The Zurn 5000 is fully field adjustable and can be easily relaxed or restricted 
while setting.   Have you asked the local FD if they want to go conservative 
(i.e. use the theoretical residual pressure at full demand based on your 
calculations) as the inlet pressure or do they want to set the valve based on 
the actual flow during commissioning?  If you use the theoretical, there will 
be less restriction and the final setting will allow a higher than 100 residual 
(if that's the benchmark) and if you set the valve while only flowing one 
outlet, higher demand conditions would be lower.   The FD can adjust the valve 
during a fire fight, so it's all relative and they can also pump the system up 
to the limit of their capacity, there are contingencies built in.   You could 
also commission each valve at 300 GPM to add a bit of safety factor to the more 
liberal approach.   Check with the responding fire department to see if they 
have a policy or preference.

The foregoing is my opinion only and does not represent any formal or informal 
interpretation of NFPA standards or the opinion of the NFPA 14 technical 
committee.


[cid:[email protected]]
Steve Leyton, President
T  |  619.255.8964 x 102  |  
www.protectiondesign.com<http://www.protectiondesign.com/>
2851 Camino Del Rio South  |  Suite 210  |  San Diego, CA  92108
Fire Protection System Design | Consulting | Planning | Training



From: August Hoffman [mailto:[email protected]]
Sent: Monday, May 1, 2023 12:48 PM
To: [email protected]
Subject: [Sprinklerforum] help

Hello,

I am a little confused on calculating PRV hose valves and could use some help 
getting an answer.

I have a standpipe system with two standpipes fed by a pump; the lower floors 
require PRV hose valves due to higher pressure on the lower floors.

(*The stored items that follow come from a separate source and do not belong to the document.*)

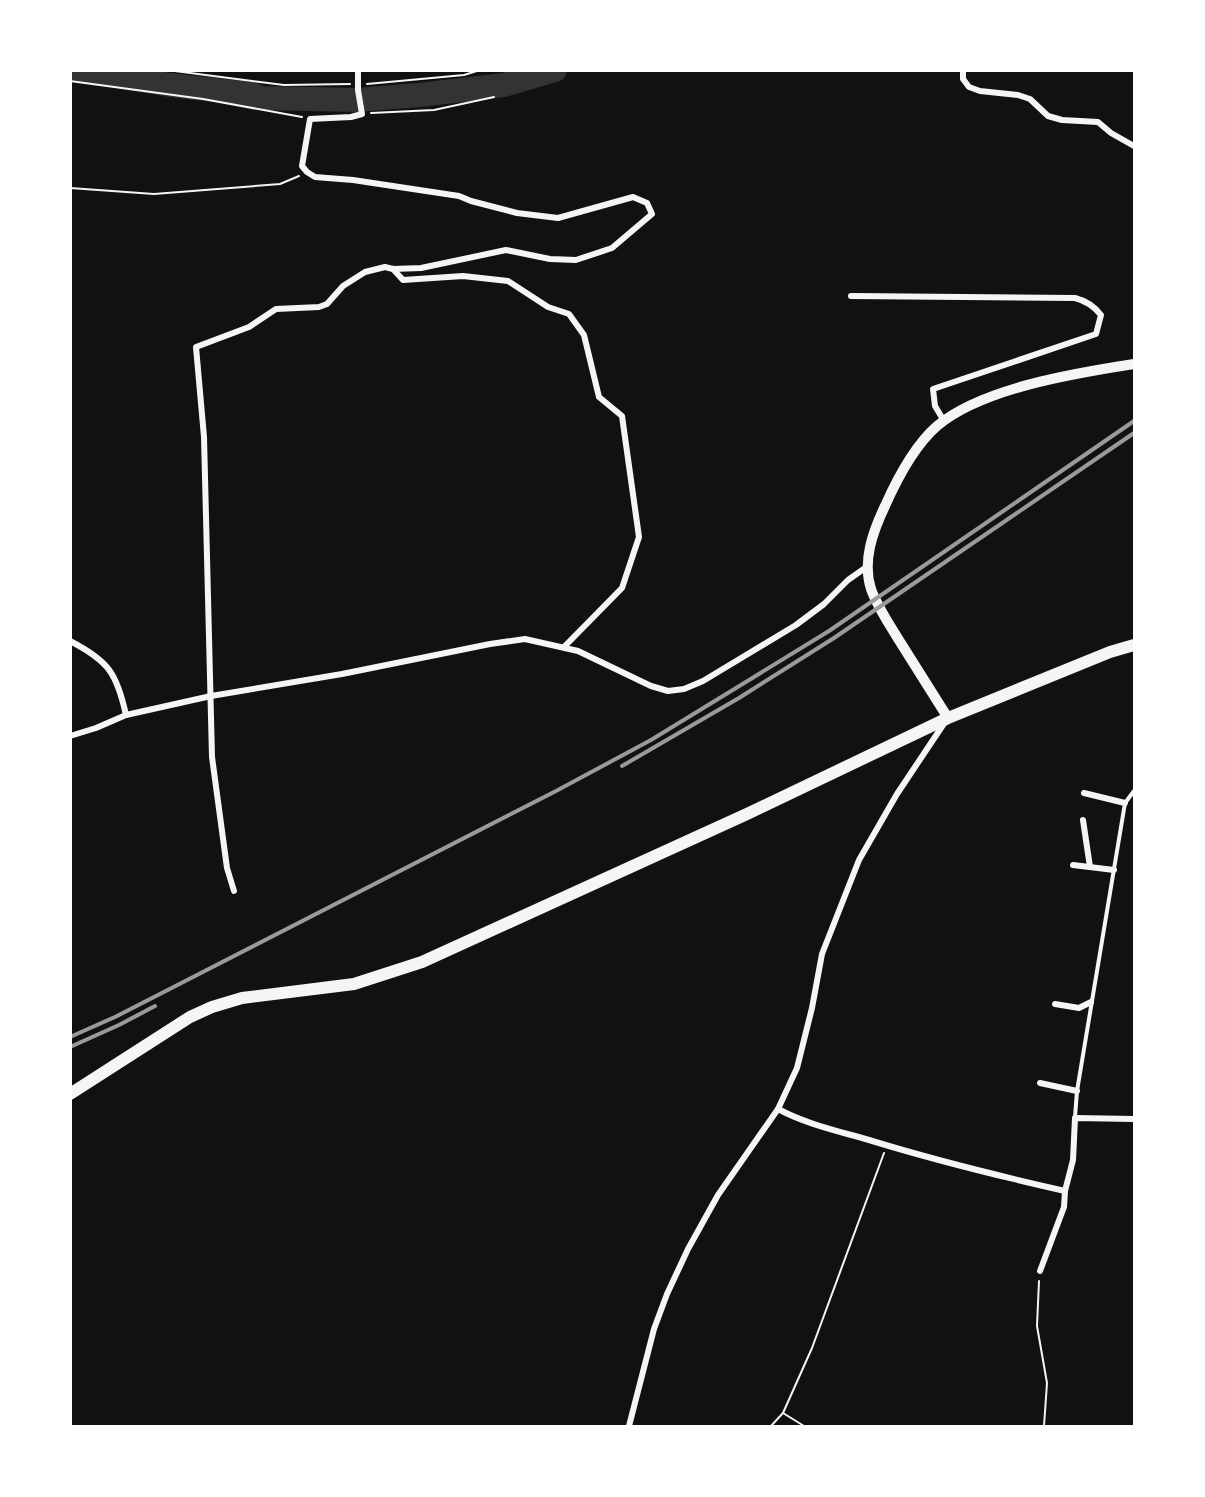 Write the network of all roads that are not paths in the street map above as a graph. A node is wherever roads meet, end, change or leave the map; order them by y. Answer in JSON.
{"nodes":[{"id":1,"x":358,"y":70,"type":"edge"},
{"id":2,"x":963,"y":70,"type":"edge"},
{"id":3,"x":1134,"y":146,"type":"edge"},
{"id":4,"x":393,"y":270,"type":"junction"},
{"id":5,"x":851,"y":296,"type":"dead end"},
{"id":6,"x":1134,"y":364,"type":"edge"},
{"id":7,"x":944,"y":421,"type":"junction"},
{"id":8,"x":868,"y":566,"type":"junction"},
{"id":9,"x":70,"y":641,"type":"edge"},
{"id":10,"x":1134,"y":645,"type":"edge"},
{"id":11,"x":564,"y":647,"type":"junction"},
{"id":12,"x":211,"y":696,"type":"junction"},
{"id":13,"x":126,"y":715,"type":"junction"},
{"id":14,"x":948,"y":718,"type":"junction"},
{"id":15,"x":70,"y":736,"type":"edge"},
{"id":16,"x":1134,"y":791,"type":"edge"},
{"id":17,"x":1084,"y":793,"type":"dead end"},
{"id":18,"x":1125,"y":803,"type":"junction"},
{"id":19,"x":1083,"y":820,"type":"dead end"},
{"id":20,"x":1073,"y":865,"type":"dead end"},
{"id":21,"x":1090,"y":867,"type":"junction"},
{"id":22,"x":1114,"y":870,"type":"junction"},
{"id":23,"x":234,"y":891,"type":"dead end"},
{"id":24,"x":1091,"y":1002,"type":"junction"},
{"id":25,"x":1055,"y":1004,"type":"dead end"},
{"id":26,"x":1040,"y":1083,"type":"dead end"},
{"id":27,"x":1077,"y":1091,"type":"junction"},
{"id":28,"x":70,"y":1094,"type":"edge"},
{"id":29,"x":778,"y":1109,"type":"junction"},
{"id":30,"x":1075,"y":1118,"type":"junction"},
{"id":31,"x":1134,"y":1119,"type":"edge"},
{"id":32,"x":1065,"y":1191,"type":"junction"},
{"id":33,"x":1041,"y":1271,"type":"road end"},
{"id":34,"x":629,"y":1426,"type":"edge"}],
"edges":[{"from":1,"to":4,"type":"street"},
{"from":2,"to":3,"type":"street"},
{"from":4,"to":11,"type":"street"},
{"from":4,"to":12,"type":"street"},
{"from":5,"to":7,"type":"street"},
{"from":6,"to":7,"type":"street"},
{"from":7,"to":8,"type":"street"},
{"from":8,"to":11,"type":"street"},
{"from":8,"to":14,"type":"street"},
{"from":9,"to":13,"type":"street"},
{"from":10,"to":14,"type":"main road"},
{"from":11,"to":12,"type":"street"},
{"from":12,"to":13,"type":"street"},
{"from":12,"to":23,"type":"street"},
{"from":13,"to":15,"type":"street"},
{"from":14,"to":28,"type":"main road"},
{"from":14,"to":29,"type":"street"},
{"from":16,"to":18,"type":"lane"},
{"from":17,"to":18,"type":"street"},
{"from":18,"to":22,"type":"lane"},
{"from":19,"to":21,"type":"street"},
{"from":20,"to":21,"type":"street"},
{"from":21,"to":22,"type":"street"},
{"from":22,"to":24,"type":"lane"},
{"from":24,"to":25,"type":"street"},
{"from":24,"to":27,"type":"lane"},
{"from":26,"to":27,"type":"street"},
{"from":27,"to":30,"type":"lane"},
{"from":29,"to":32,"type":"street"},
{"from":29,"to":34,"type":"street"},
{"from":30,"to":31,"type":"street"},
{"from":30,"to":32,"type":"street"},
{"from":32,"to":33,"type":"street"}]}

We are using the ZurnW5000 PRV hose valves for reference.

We need to add a new hose valve on one of the lower floors that require a PRV 
hose valve. For this we are required to flow 750pgm off that standpipe as well 
as 250 off the other standpipe. The 750gpm will include the new hose valve. 4 
Hose valves all flowing at 250gpm total. So far all good, no confusion.

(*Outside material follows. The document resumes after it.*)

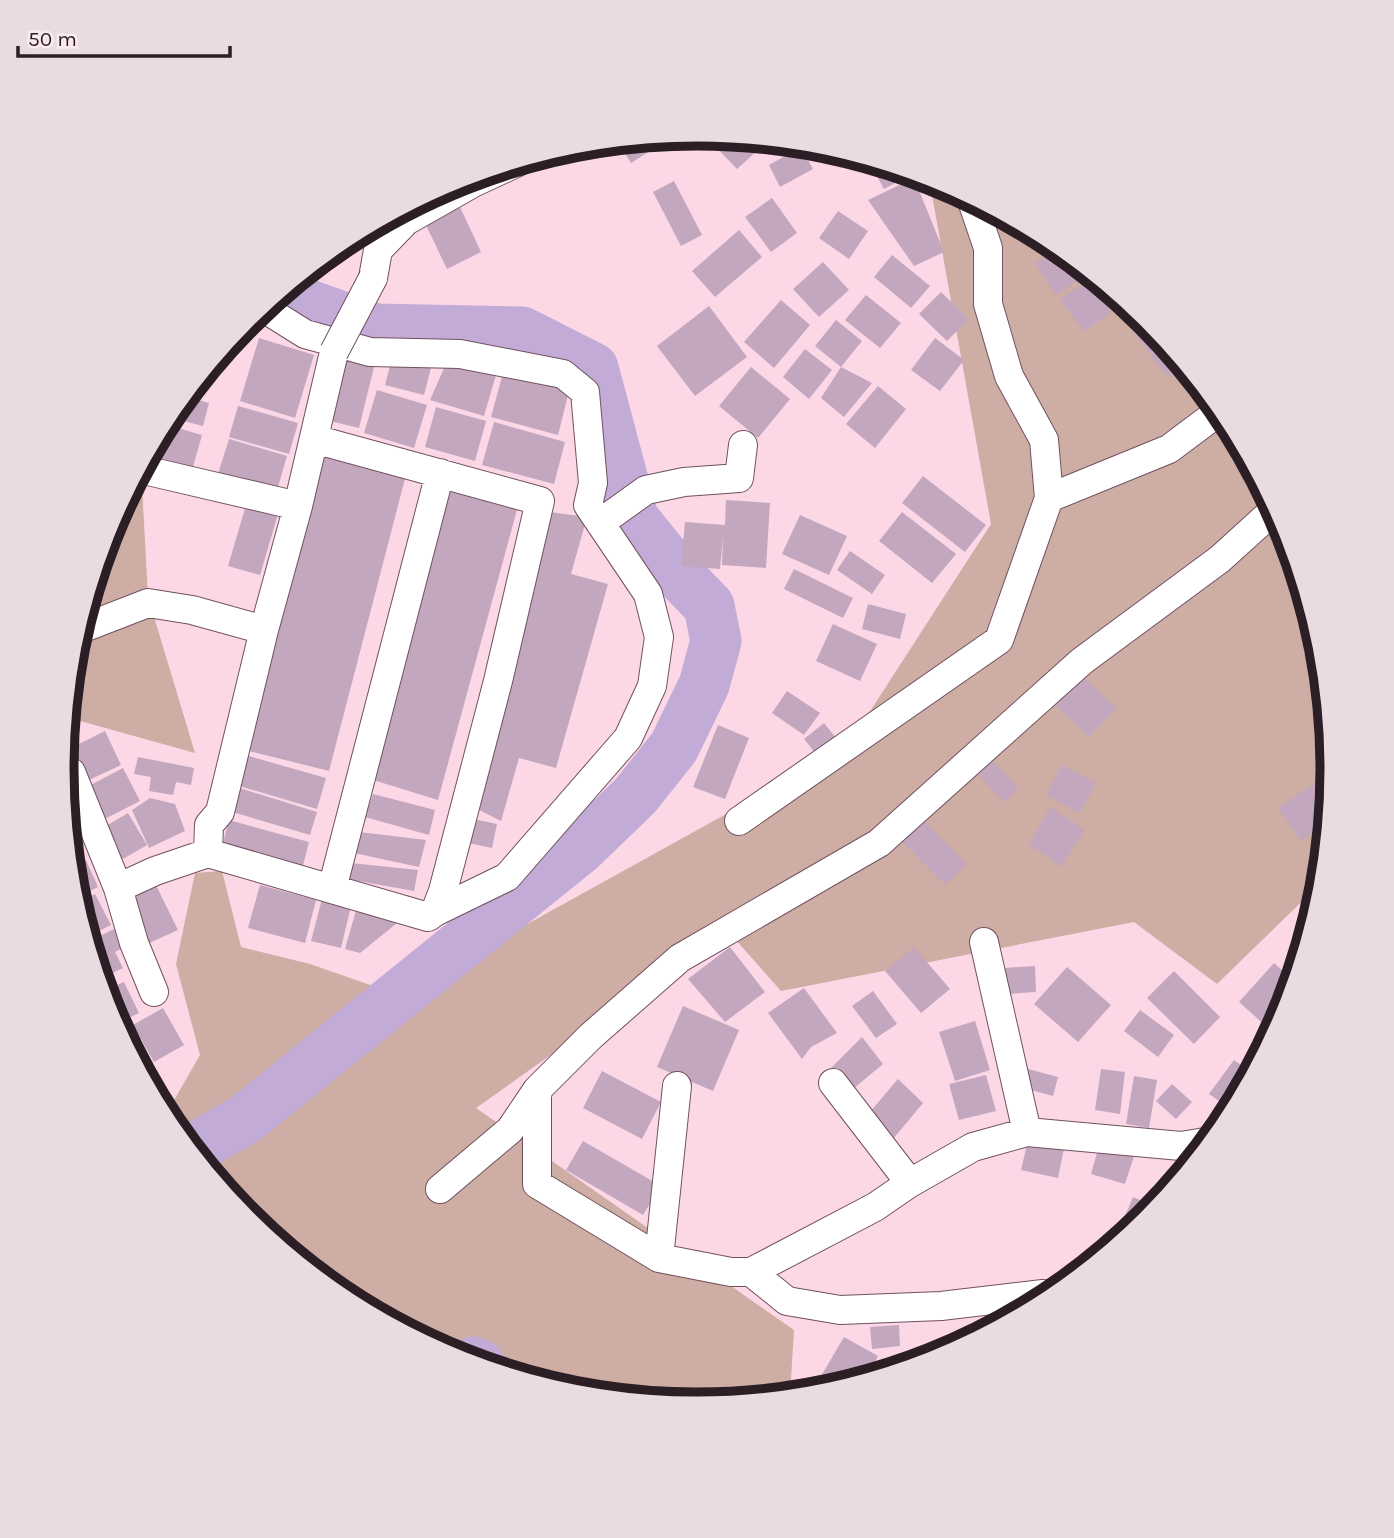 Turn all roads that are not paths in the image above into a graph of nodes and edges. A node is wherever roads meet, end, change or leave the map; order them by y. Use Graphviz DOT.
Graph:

Now the PRV setting is dependent on available pressure, if I were to determine 
the setting based on just one hose flowing it would be different than if I were 
to have 4 hose valves flowing.

My question is - What do I do to determine the setting? Do I flow one hose at 
250gpm to get the setting, then calc all 4 with their individual settings to 
make sure the system works? Or do I flow 4 hose valves to determine the 
settings accordingly?

My issue is - If I use the setting for just one hose flowing and in the field 
they need to flow 4 then they will not have enough pressure at that hose. If I 
use the setting from 4 hoses being flowed and in the field they end up flowing 
just one hose then there will be too much pressure flowing from that hose.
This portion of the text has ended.